第53章 “司马大人”(1/2)
司马烬上任的第一天,没有发表任何慷慨激昂的陈词,也没有召集所有官吏训话。
他只是搬进了原先属于县令林知遥的那间最大、最向阳的书房。他做的第一件事,是亲手将书房里所有名贵的字画、古玩、盆景全部搬了出去,让衙役们登记造册,一并归入查抄的府库。
然后,他换上了知府派人送来的八品县丞官服,一件崭新的青绿色袍子,衬得他那张苍白的脸愈发没有血色。
他就坐在这间空旷得有些过分的书房里,一页一页地,翻看着清河县过去五年的所有卷宗。
县衙里的气氛很怪。
那些在林知遥手下当差多年的老吏们,三三两两地聚在廊下,探头探脑地往书房里张望。他们的眼神各不相同,有轻蔑,有好奇,有观望,但更多的是一种隐藏在深处的不安。
一个靠科举舞弊上位的毛头小子,就算得了知府的青睐,又能掀起什么风浪?这是大多数人的想法。他们打算用最擅长的本事——拖延、推诿、阳奉阴违,来等着看这位年轻大人的笑话。
到了下午,司马烬终于看完了最后一本卷宗。
他站起身,对门口的衙役说:“去,将所有在册的官吏、捕快,全部叫到正堂。”
……
半刻钟后,县衙正堂。
官吏们按品级分列两旁,王大锤带着一众捕快,站在堂下。所有人都在窃窃私语,猜测着新官上任的第一把火要烧向哪里。

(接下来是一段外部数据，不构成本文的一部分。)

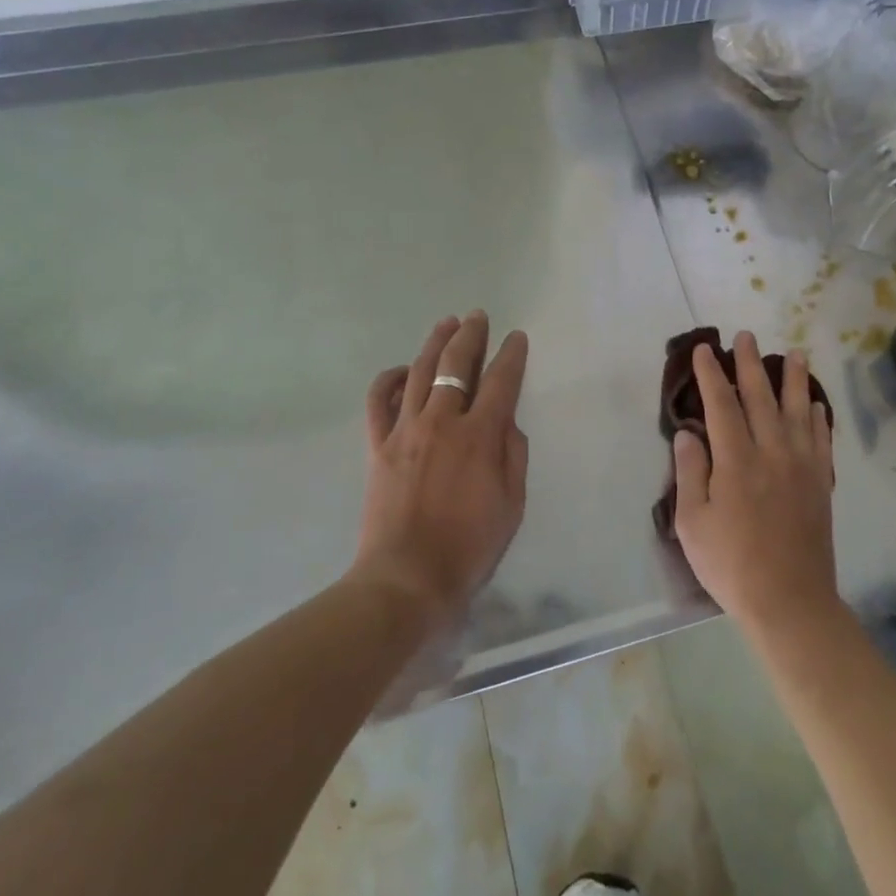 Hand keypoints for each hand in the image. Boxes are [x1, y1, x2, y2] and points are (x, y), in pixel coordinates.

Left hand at [353, 312, 529, 630]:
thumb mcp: (512, 504)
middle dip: (471, 335)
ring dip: (435, 343)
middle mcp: (442, 421)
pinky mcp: (378, 445)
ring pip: (418, 372)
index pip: (500, 381)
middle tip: (478, 317)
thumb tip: (507, 421)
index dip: (511, 355)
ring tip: (447, 324)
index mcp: (480, 435)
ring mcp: (405, 430)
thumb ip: (513, 455)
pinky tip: (400, 369)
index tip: (516, 337)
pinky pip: (378, 401)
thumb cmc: (470, 546)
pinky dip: (388, 380)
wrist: (408, 578)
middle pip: (455, 365)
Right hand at [672, 332, 838, 635]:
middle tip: (747, 336)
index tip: (704, 349)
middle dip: (751, 364)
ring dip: (795, 380)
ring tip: (795, 353)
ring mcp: (802, 467)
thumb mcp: (693, 523)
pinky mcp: (820, 484)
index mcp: (736, 461)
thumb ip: (691, 473)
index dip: (711, 374)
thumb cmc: (732, 565)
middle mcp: (772, 453)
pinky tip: (815, 404)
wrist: (790, 601)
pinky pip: (821, 440)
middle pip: (761, 397)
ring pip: (798, 411)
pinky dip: (818, 417)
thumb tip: (688, 433)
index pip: (721, 404)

司马烬从后堂走了出来,脚步不快,但每一步都踩得很稳。他径直走到原属于县令的那张大案后,站定,目光扫过堂下的每一个人。
大堂里瞬间安静下来。
所有人都感觉到了,今天的司马烬,和过去那个可以任人欺辱的文书,已经完全是两个人。他还是那副病弱的身子骨,可他站在那里,就有一股无形的压力,让整个大堂的空气都变得沉重。
“王大锤。”司马烬开口,声音不大,却很清晰。
“属下在!”王大锤跨出一步,抱拳应道。
“自今日起,你为清河县总捕头,官升一阶,俸禄加倍。”司马烬看着他,直接下达了任命,“本官给你三日时间,整肃县衙捕班。凡害群之马,庸碌之辈,欺压百姓者,一律清退。若有缺额,你自行招募。本官只有一个要求,要快,要狠。”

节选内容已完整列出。